自車両と相手車両の位置を映像から測定することができる富士通のDigital Twin Analyzer

 富士通は9月10日に記者説明会をデジタルで開催し、同社と同社の関連会社である富士通研究所が開発した「Digital Twin Analyzer(デジタルツインアナライザー)」の販売を開始したことを明らかにした。サービスの提供開始時期は9月25日から。

 富士通によればDigital Twin Analyzerは、車載カメラやドライブレコーダーなどにより録画された動画データなどの映像解析を行なうことで、車両とその周辺にあるオブジェクトの3次元位置・軌跡などを推定することを可能にする。それにより、例えば保険会社が契約者のドライブレコーダーに残された映像から、事故の状況を把握するためのデータなどを作成することが可能になる。

Digital Twin UtilizerとDigital Twin Analyzerという2つのサービスをモビリティ向けに提供

富士通株式会社 Mobilityソリューション事業本部 プラットフォーム事業部 シニアディレクター 井上大悟氏

 富士通 Mobilityソリューション事業本部 プラットフォーム事業部 シニアディレクター 井上大悟氏は、富士通のモビリティ向けクラウドサービスのツールに関して説明した。井上氏によれば「富士通はモビリティサービスアクセラレータとしての事業を検討している」と述べ、顧客がモビリティサービスを提供する上でより容易に導入できるシステムの提供を計画していると説明した。なお、記事中の資料画像は富士通提供によるものとなる。

モビリティの進化
富士通が目指すモビリティ世界

 井上氏によれば「すでにStream Data Utilizerという車両や道路の状況をバーチャル世界にリタルタイムに再現して分析、予測するサービスを提供してきた。今回そのサービス名を新しいサービスにあわせてDigital Twin Utilizerという名称に変更することを発表した。そして今回発表する新しいサービスがDigital Twin Analyzerとなる」と述べ、今回の新サービス開始にあわせて従来のサービスを改名することを明らかにした。

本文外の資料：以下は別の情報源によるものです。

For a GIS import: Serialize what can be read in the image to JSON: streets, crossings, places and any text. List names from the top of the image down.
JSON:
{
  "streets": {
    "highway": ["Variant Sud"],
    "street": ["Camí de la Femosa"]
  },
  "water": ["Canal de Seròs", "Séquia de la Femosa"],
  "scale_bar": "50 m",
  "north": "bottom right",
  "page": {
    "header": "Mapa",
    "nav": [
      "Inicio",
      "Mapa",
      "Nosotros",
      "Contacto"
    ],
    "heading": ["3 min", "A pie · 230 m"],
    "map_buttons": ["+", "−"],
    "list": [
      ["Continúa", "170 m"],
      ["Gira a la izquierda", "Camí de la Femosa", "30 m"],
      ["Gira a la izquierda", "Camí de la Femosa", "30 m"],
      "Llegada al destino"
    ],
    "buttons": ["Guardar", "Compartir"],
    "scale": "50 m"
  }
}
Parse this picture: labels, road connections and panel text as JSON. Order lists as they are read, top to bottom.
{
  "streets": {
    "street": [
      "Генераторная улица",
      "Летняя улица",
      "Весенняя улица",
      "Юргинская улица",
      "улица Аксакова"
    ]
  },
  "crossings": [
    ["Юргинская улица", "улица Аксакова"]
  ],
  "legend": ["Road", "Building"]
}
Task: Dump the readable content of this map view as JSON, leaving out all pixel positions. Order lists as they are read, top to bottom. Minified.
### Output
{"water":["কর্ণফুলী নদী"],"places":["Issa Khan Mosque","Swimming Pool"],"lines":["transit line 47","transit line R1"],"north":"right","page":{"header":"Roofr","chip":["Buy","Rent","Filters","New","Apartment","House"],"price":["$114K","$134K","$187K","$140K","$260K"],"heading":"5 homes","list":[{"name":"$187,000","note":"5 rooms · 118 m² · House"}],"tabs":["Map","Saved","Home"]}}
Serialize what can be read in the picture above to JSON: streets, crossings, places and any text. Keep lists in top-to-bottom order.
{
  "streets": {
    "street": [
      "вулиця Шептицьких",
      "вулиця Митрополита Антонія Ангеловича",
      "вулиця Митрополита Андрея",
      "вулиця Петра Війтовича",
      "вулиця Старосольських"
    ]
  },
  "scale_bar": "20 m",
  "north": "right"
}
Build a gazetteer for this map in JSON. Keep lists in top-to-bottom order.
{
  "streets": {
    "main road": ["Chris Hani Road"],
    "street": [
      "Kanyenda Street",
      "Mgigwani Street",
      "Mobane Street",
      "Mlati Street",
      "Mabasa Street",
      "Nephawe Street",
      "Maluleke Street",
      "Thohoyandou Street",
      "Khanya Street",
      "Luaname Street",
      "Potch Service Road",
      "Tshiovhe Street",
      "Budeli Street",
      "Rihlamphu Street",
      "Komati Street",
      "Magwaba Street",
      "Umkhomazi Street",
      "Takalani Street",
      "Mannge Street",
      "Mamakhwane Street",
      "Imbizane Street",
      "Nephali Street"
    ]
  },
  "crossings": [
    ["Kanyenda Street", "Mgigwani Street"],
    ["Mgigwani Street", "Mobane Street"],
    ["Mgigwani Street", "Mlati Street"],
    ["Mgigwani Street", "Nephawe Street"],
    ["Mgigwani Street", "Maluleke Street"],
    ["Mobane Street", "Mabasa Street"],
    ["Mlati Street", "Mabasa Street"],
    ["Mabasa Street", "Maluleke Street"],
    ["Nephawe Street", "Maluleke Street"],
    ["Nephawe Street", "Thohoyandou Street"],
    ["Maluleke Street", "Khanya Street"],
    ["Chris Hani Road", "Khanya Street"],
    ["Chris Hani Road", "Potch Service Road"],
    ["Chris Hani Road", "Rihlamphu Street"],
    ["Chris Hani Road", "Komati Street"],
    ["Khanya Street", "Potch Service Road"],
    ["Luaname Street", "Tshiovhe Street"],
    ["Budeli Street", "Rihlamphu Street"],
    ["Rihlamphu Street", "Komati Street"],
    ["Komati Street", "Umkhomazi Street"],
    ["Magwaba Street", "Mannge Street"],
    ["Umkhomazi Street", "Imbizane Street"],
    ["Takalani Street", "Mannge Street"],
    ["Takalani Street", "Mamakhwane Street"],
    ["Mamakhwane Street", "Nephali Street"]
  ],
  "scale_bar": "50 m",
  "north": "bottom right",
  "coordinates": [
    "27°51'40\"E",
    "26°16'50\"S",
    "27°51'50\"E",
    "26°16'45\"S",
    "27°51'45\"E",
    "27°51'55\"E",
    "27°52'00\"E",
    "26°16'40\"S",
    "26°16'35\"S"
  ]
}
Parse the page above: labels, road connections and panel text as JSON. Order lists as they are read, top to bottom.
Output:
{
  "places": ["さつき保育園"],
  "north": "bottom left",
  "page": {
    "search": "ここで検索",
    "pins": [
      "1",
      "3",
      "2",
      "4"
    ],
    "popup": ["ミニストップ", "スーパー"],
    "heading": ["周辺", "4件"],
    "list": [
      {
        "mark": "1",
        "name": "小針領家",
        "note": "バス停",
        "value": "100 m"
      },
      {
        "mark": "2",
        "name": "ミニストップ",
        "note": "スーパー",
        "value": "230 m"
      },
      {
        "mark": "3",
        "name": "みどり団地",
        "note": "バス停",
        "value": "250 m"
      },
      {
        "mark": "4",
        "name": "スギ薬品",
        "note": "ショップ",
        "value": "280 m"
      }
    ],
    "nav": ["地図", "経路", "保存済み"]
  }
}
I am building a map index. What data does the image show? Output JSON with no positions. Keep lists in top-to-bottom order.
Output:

Digital Twin UtilizerとDigital Twin Analyzer
Digital Twin Analyzer

 井上氏によればDigital Twin Analyzerはドライブレコーダーなどの映像から、オブジェクト(他の車両や人など)を検出し、画像認識技術などを利用して物体認識を行ない、周囲の情報を解析する仕組みになっているという。そしてそのデータを活用して、例えば事故が起きた時の映像を解析して事故時の状況を推定する、そうした用途に利用すると説明した。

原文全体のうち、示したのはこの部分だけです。